United States District Court, D. Vermont

October 29, 2019

JANET JENKINS
v.
KENNETH L. MILLER ET. AL., Defendants.

          OPINION AND ORDER: PLAINTIFFS' MOTION TO COMPEL DISCOVERY (DOC. 361)

          William K. Sessions, III District Court Judge.

         Plaintiff Janet Jenkins, for herself and as next friend of her daughter Isabella Miller-Jenkins, has brought suit against several individuals and organizations, alleging that they kidnapped and conspired to kidnap Isabella. Plaintiffs assert claims of commission of, and conspiracy to, commit an intentional tort of kidnapping and conspiracy to violate civil rights under 42 U.S.C. § 1985(3).

         On July 23, 2019, Plaintiffs filed a motion to compel discovery pursuant to Fed.R.Civ.P. 26, 34, and 37. For the reasons set forth below, Plaintiff's motion is granted in part and denied in part.

         PROCEDURAL BACKGROUND

         Plaintiffs served a request for discovery on the Liberty Counsel Defendants on June 27, 2018. ECF 361-1, 2. On October 15, 2018, Defendants Liberty Counsel and Rena Lindevaldsen provided substantially identical responses and objections to those Requests, but produced no documents.
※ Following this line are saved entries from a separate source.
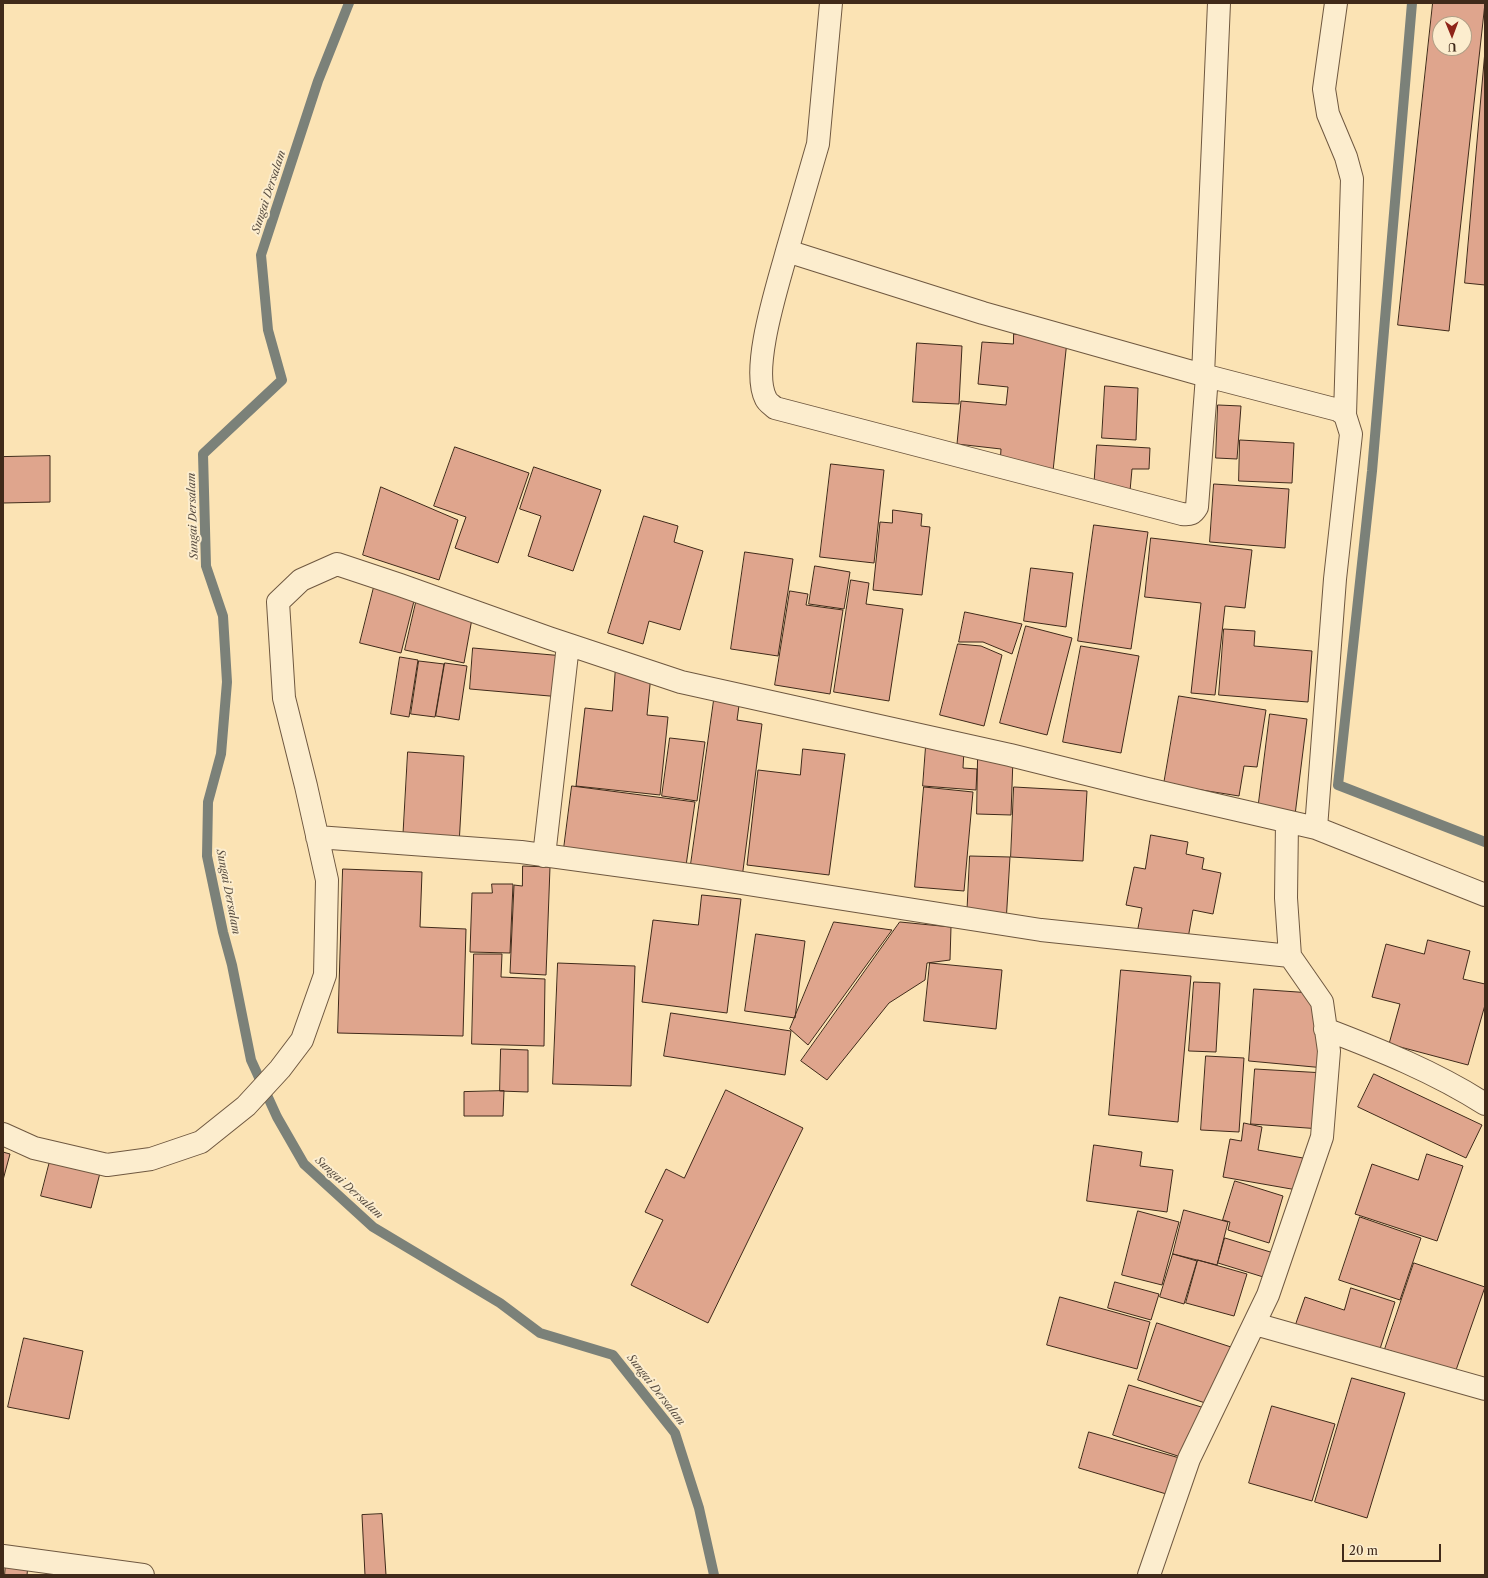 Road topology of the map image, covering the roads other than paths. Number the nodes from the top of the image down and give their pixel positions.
1 (831, 3) edge
2 (1219, 3) edge
3 (1336, 3) edge
4 (787, 251) junction
5 (1205, 376) junction
6 (1345, 415) junction
7 (568, 644) junction
8 (1287, 822) junction
9 (1316, 828) junction
10 (317, 837) junction
11 (544, 856) junction
12 (1485, 895) edge
13 (1290, 956) junction
14 (1326, 1028) junction
15 (1485, 1104) edge
16 (3, 1134) edge
17 (1255, 1324) junction
18 (1485, 1389) edge
19 (3, 1556) edge
20 (143, 1575) edge
21 (1149, 1575) edge

1 - 4 street
2 - 5 street
3 - 6 street
4 - 5 street
4 - 5 street
5 - 6 street
6 - 9 street
7 - 8 street
7 - 10 street
7 - 11 street
8 - 9 street
8 - 13 street
9 - 12 street
10 - 11 street
10 - 16 street
11 - 13 street
13 - 14 street
14 - 15 street
14 - 17 street
17 - 18 street
17 - 21 street
19 - 20 street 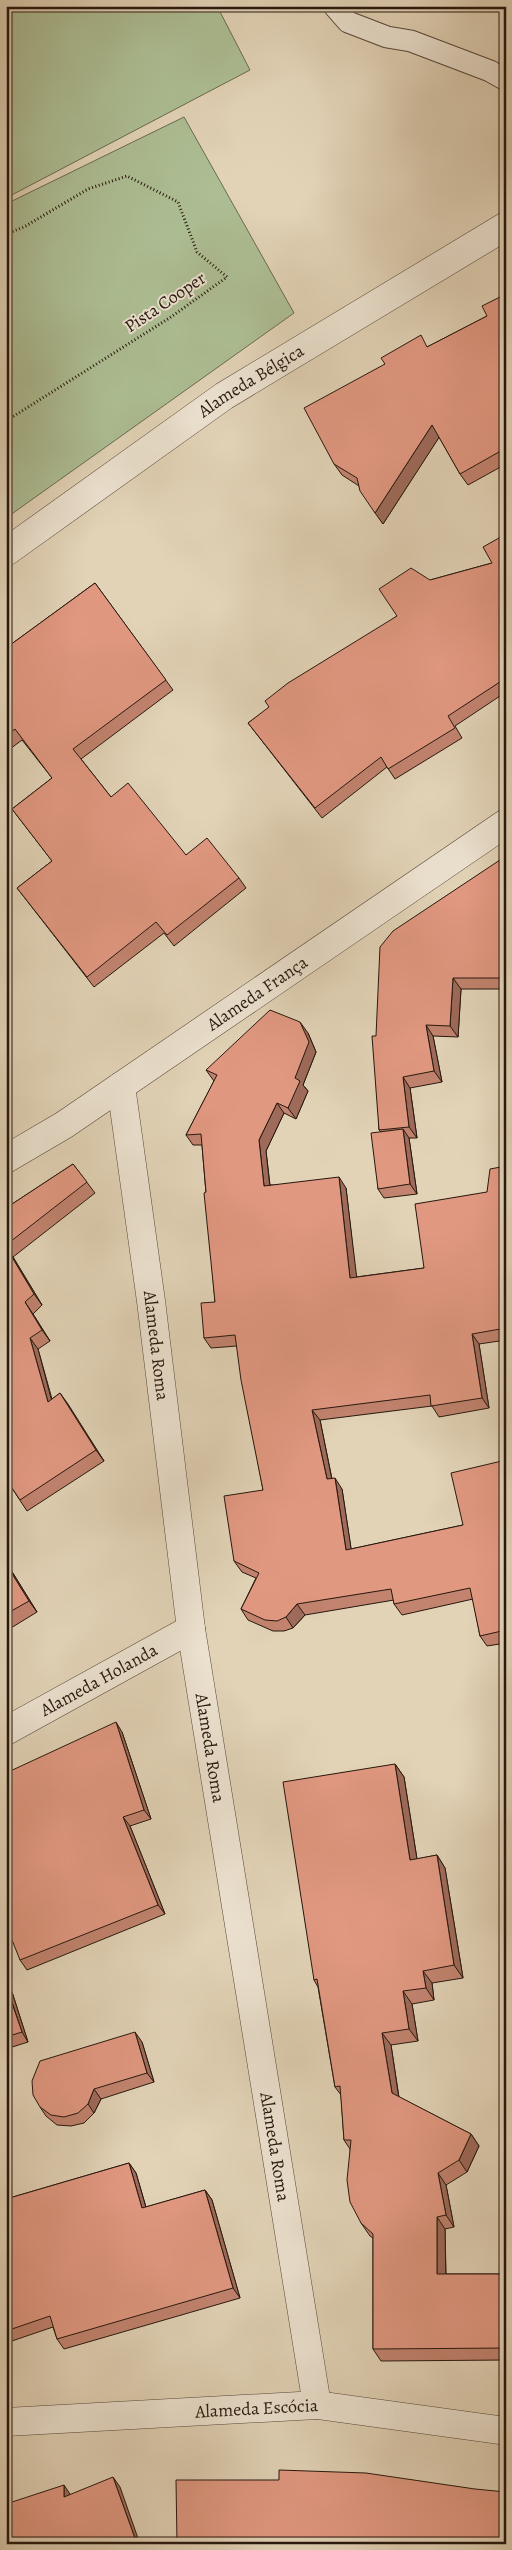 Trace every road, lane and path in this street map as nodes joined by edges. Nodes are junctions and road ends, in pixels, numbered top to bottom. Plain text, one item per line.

ECF 361-3, 4. On January 15, 2019, Defendant Lindevaldsen made an initial production of documents totaling 346 pages, 315 of which were grayscale printouts from Facebook. After conferences in February and April of 2019, Defendants agreed to produce responsive documents on May 10, 2019. ECF 361-55.

         On June 10, 2019, Liberty Counsel provided substantially identical responses and objections to Plaintiffs' Requests. ECF 361-7. Liberty Counsel also made a production of 225 pages, 224 of which consisted of grayscale printouts from Facebook, YouTube, and Liberty Counsel's own websites. ECF 361-8 at 2. Lindevaldsen produced no additional documents. Id. Defendants did not produce privilege logs for either production. Id. Liberty Counsel and Lindevalsen have produced a combined total of 571 pages in response, of which 539 pages are printouts from publicly available websites.

         LEGAL STANDARD

         Rule 26(b)(1) of the Federal Rules of Civil Procedure defines the scope of discovery as including “any nonprivileged matter that is relevant to any party's claim or defense and proportional to the needs of the case considering the importance of the issues at stake in the action, the amount in controversy, the parties' relative access to relevant information, the parties' resources, the importance of the discovery in resolving the issues, and whether the burden or expense of the proposed discovery outweighs its likely benefit.” The Supreme Court has broadly construed the scope of discovery “to encompass any matter that bears on, or that reasonably could lead to another matter that could bear on” the claims or defenses, and that is proportional to the needs of the case.” Fed.R.Civ.P. 26(b)(1); Oppenheimer Fund, Inc. v. Sanders, 437 U.S. 340, 351 (1978). Discovery is neither limited to the issues raised by the pleadings, nor to the merits of a case. Oppenheimer, 431 U.S. at 351.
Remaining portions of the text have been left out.